Problem to work on ->
Exact reproduction of all the data is required, with pictures excluded.

Records for the task ->
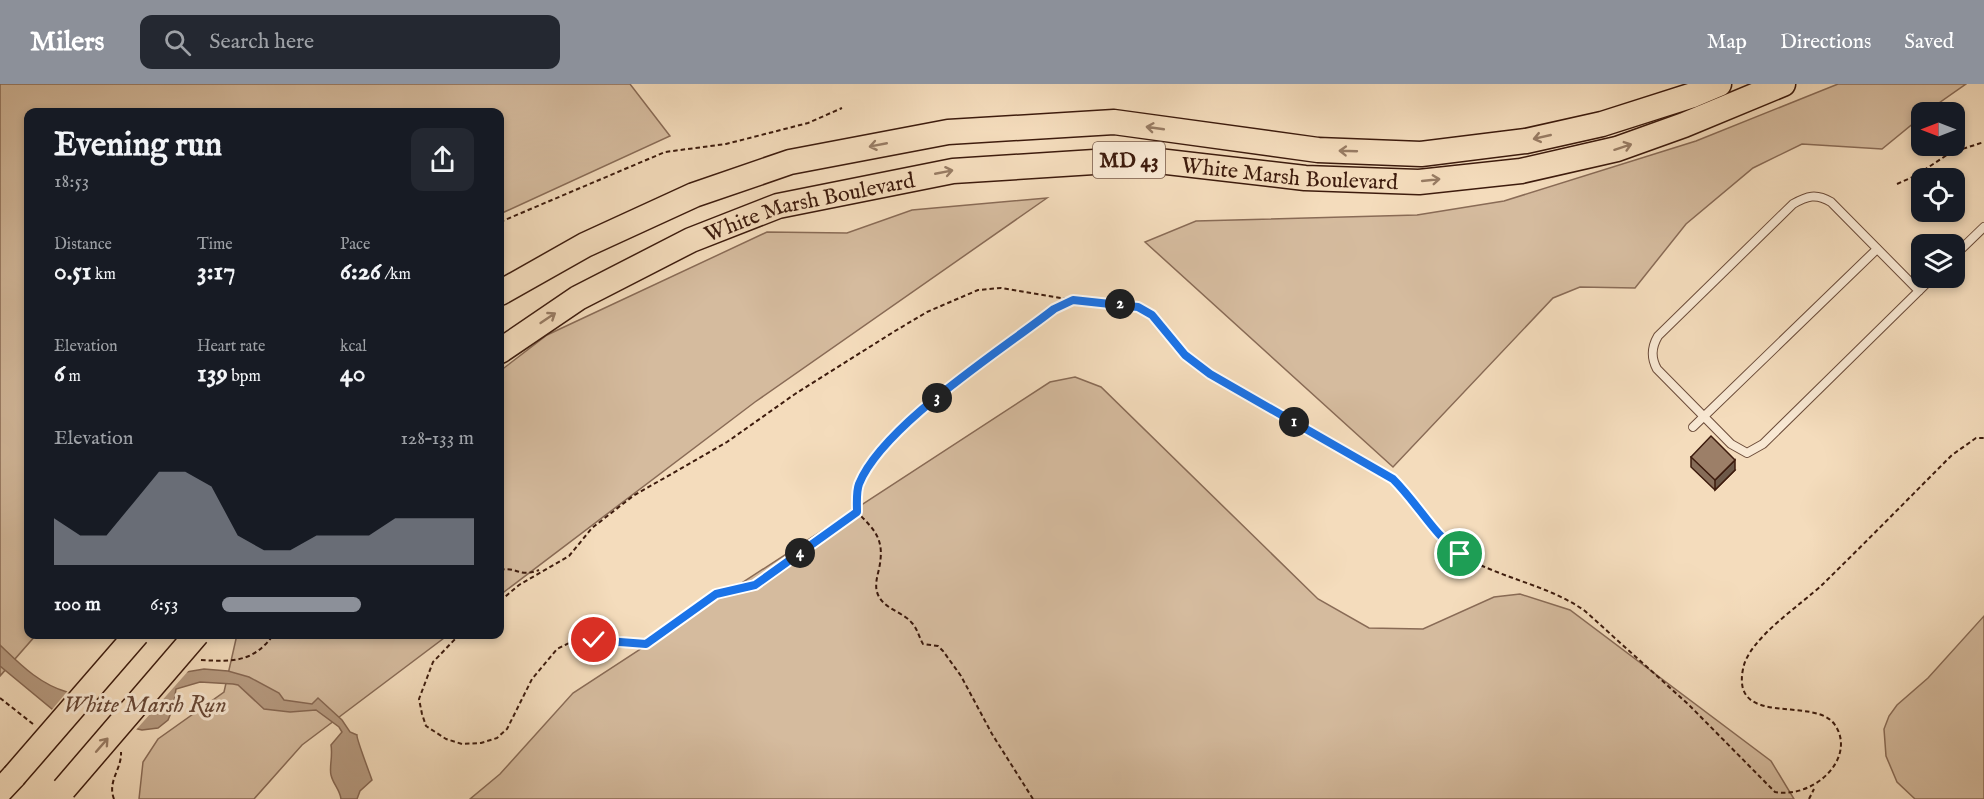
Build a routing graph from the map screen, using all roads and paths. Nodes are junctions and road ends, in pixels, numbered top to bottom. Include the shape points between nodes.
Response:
1 (1719, 84) edge
2 (1783, 84) edge
3 (843, 108) dead end
4 (1984, 142) edge
5 (1897, 184) dead end
6 (504, 220) edge
7 (1984, 227) edge
8 (1965, 245) edge
9 (1877, 249) junction
10 (1921, 288) edge
11 (504, 291) edge
12 (1918, 291) junction
13 (1073, 300) junction
14 (504, 348) edge
15 (1703, 416) junction
16 (1693, 427) dead end
17 (1984, 438) edge
18 (857, 512) junction
19 (546, 568) junction
20 (504, 569) edge
21 (504, 598) edge
22 (133, 639) edge
23 (193, 639) edge
24 (455, 639) edge
25 (0, 698) edge
26 (35, 726) dead end
27 (121, 751) dead end
28 (7, 783) edge
29 (1814, 789) junction
30 (60, 794) edge
31 (114, 799) edge
32 (1033, 799) edge
33 (1809, 799) edge

1 -> 11 main road, White Marsh Boulevard / MD 43 via 1602,124 1526,141 1421,154 1318,150 1114,122 948,132 790,162 694,195 585,245
14 -> 2 main road, White Marsh Boulevard / MD 43 via 578,298 691,240 778,206 953,171 1141,159 1305,178 1407,181 1521,171 1617,149
3 - 6 path via 808,123 726,144 665,152
4 - 5 path via 1950,153
7 - 8 lane
9 - 12 lane
9 - 15 lane
9 - 15 lane via 1823,197 1807,196 1779,217 1654,343 1652,356 1657,369
10 - 12 lane
12 - 15 lane via 1756,450 1738,450
13 - 18 path via 1054,309 901,429 870,465 858,486
13 - 19 path via 1001,288 978,290 927,312 795,394 727,442 633,496 592,528 569,556
13 - 29 path via 1138,307 1152,315 1203,370 1393,479 1441,539 1460,554 1568,599 1585,611 1688,704 1775,792 1788,796
15 - 16 lane
17 - 29 path via 1976,438 1952,455 1746,658 1744,688 1756,704 1822,714 1836,726 1837,757 1824,781
18 - 24 path via 755,585 716,594 646,644 575,640 557,649 532,679 507,729 481,743 462,744 434,733 426,726 420,706 421,690 433,662
18 - 32 path via 874,528 880,542 878,594 890,609 914,624 923,644 938,646 943,651
19 - 20 path via 526,575
19 - 21 path
22 - 28 main road, bridge
30 -> 23 main road, bridge
25 - 26 path
27 - 31 path via 122,759 113,776
29 - 33 path

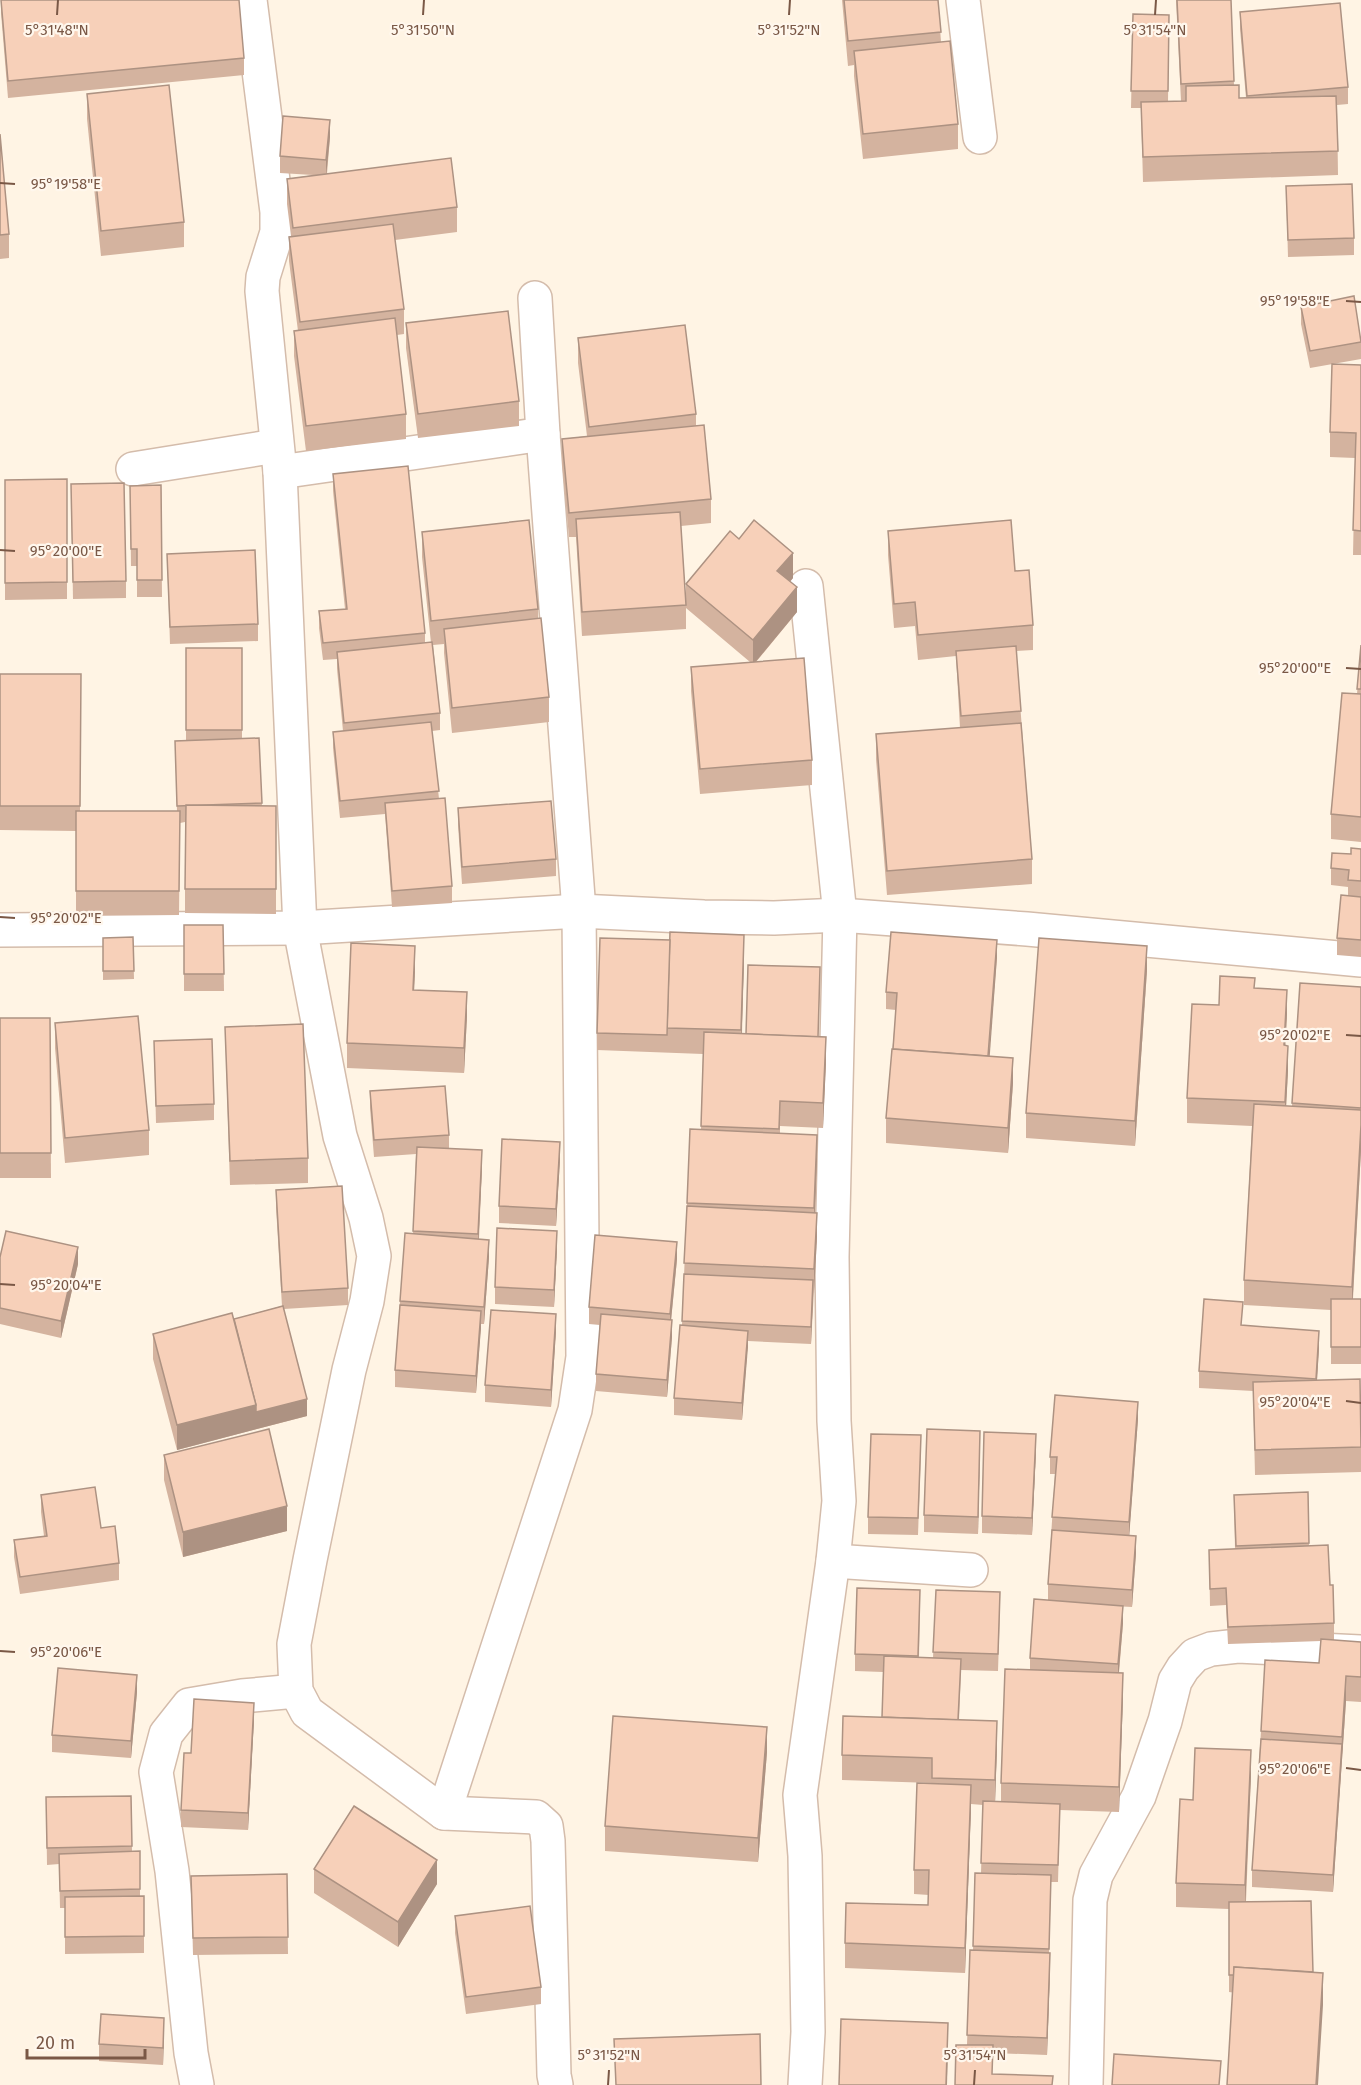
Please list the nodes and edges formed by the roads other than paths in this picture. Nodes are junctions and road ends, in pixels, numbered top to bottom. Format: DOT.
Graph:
graph roads {
  1 [pos="250,0"];
  2 [pos="963,0"];
  3 [pos="980,137"];
  4 [pos="535,298"];
  5 [pos="543,434"];
  6 [pos="278,459"];
  7 [pos="134,469"];
  8 [pos="806,586"];
  9 [pos="579,911"];
  10 [pos="840,915"];
  11 [pos="300,928"];
  12 [pos="0,930"];
  13 [pos="1361,960"];
  14 [pos="833,1561"];
  15 [pos="971,1570"];
  16 [pos="1361,1652"];
  17 [pos="296,1691"];
  18 [pos="444,1813"];
  19 [pos="197,2085"];
  20 [pos="556,2085"];
  21 [pos="806,2085"];
  22 [pos="1086,2085"];
  1 -- 6 [label="street"];
  2 -- 3 [label="street"];
  4 -- 5 [label="street"];
  5 -- 6 [label="street"];
  5 -- 9 [label="street"];
  6 -- 7 [label="street"];
  6 -- 11 [label="street"];
  8 -- 10 [label="street"];
  9 -- 10 [label="street"];
  9 -- 11 [label="street"];
  9 -- 18 [label="street"];
  10 -- 13 [label="street"];
  10 -- 14 [label="street"];
  11 -- 12 [label="street"];
  11 -- 17 [label="street"];
  14 -- 15 [label="street"];
  14 -- 21 [label="street"];
  16 -- 22 [label="street"];
  17 -- 18 [label="street"];
  17 -- 19 [label="street"];
  18 -- 20 [label="street"];
}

Your solution ->
Build a routing graph from the map screen, using all roads and paths. Nodes are junctions and road ends, in pixels, numbered top to bottom. Include the shape points between nodes.
Response:
1 (1719, 84) edge
2 (1783, 84) edge
3 (843, 108) dead end
4 (1984, 142) edge
5 (1897, 184) dead end
6 (504, 220) edge
7 (1984, 227) edge
8 (1965, 245) edge
9 (1877, 249) junction
10 (1921, 288) edge
11 (504, 291) edge
12 (1918, 291) junction
13 (1073, 300) junction
14 (504, 348) edge
15 (1703, 416) junction
16 (1693, 427) dead end
17 (1984, 438) edge
18 (857, 512) junction
19 (546, 568) junction
20 (504, 569) edge
21 (504, 598) edge
22 (133, 639) edge
23 (193, 639) edge
24 (455, 639) edge
25 (0, 698) edge
26 (35, 726) dead end
27 (121, 751) dead end
28 (7, 783) edge
29 (1814, 789) junction
30 (60, 794) edge
31 (114, 799) edge
32 (1033, 799) edge
33 (1809, 799) edge

1 -> 11 main road, White Marsh Boulevard / MD 43 via 1602,124 1526,141 1421,154 1318,150 1114,122 948,132 790,162 694,195 585,245
14 -> 2 main road, White Marsh Boulevard / MD 43 via 578,298 691,240 778,206 953,171 1141,159 1305,178 1407,181 1521,171 1617,149
3 - 6 path via 808,123 726,144 665,152
4 - 5 path via 1950,153
7 - 8 lane
9 - 12 lane
9 - 15 lane
9 - 15 lane via 1823,197 1807,196 1779,217 1654,343 1652,356 1657,369
10 - 12 lane
12 - 15 lane via 1756,450 1738,450
13 - 18 path via 1054,309 901,429 870,465 858,486
13 - 19 path via 1001,288 978,290 927,312 795,394 727,442 633,496 592,528 569,556
13 - 29 path via 1138,307 1152,315 1203,370 1393,479 1441,539 1460,554 1568,599 1585,611 1688,704 1775,792 1788,796
15 - 16 lane
17 - 29 path via 1976,438 1952,455 1746,658 1744,688 1756,704 1822,714 1836,726 1837,757 1824,781
18 - 24 path via 755,585 716,594 646,644 575,640 557,649 532,679 507,729 481,743 462,744 434,733 426,726 420,706 421,690 433,662
18 - 32 path via 874,528 880,542 878,594 890,609 914,624 923,644 938,646 943,651
19 - 20 path via 526,575
19 - 21 path
22 - 28 main road, bridge
30 -> 23 main road, bridge
25 - 26 path
27 - 31 path via 122,759 113,776
29 - 33 path

Please list the nodes and edges formed by the roads other than paths in this picture. Nodes are junctions and road ends, in pixels, numbered top to bottom. Format: DOT.
Graph:
graph roads {
  1 [pos="250,0"];
  2 [pos="963,0"];
  3 [pos="980,137"];
  4 [pos="535,298"];
  5 [pos="543,434"];
  6 [pos="278,459"];
  7 [pos="134,469"];
  8 [pos="806,586"];
  9 [pos="579,911"];
  10 [pos="840,915"];
  11 [pos="300,928"];
  12 [pos="0,930"];
  13 [pos="1361,960"];
  14 [pos="833,1561"];
  15 [pos="971,1570"];
  16 [pos="1361,1652"];
  17 [pos="296,1691"];
  18 [pos="444,1813"];
  19 [pos="197,2085"];
  20 [pos="556,2085"];
  21 [pos="806,2085"];
  22 [pos="1086,2085"];
  1 -- 6 [label="street"];
  2 -- 3 [label="street"];
  4 -- 5 [label="street"];
  5 -- 6 [label="street"];
  5 -- 9 [label="street"];
  6 -- 7 [label="street"];
  6 -- 11 [label="street"];
  8 -- 10 [label="street"];
  9 -- 10 [label="street"];
  9 -- 11 [label="street"];
  9 -- 18 [label="street"];
  10 -- 13 [label="street"];
  10 -- 14 [label="street"];
  11 -- 12 [label="street"];
  11 -- 17 [label="street"];
  14 -- 15 [label="street"];
  14 -- 21 [label="street"];
  16 -- 22 [label="street"];
  17 -- 18 [label="street"];
  17 -- 19 [label="street"];
  18 -- 20 [label="street"];
}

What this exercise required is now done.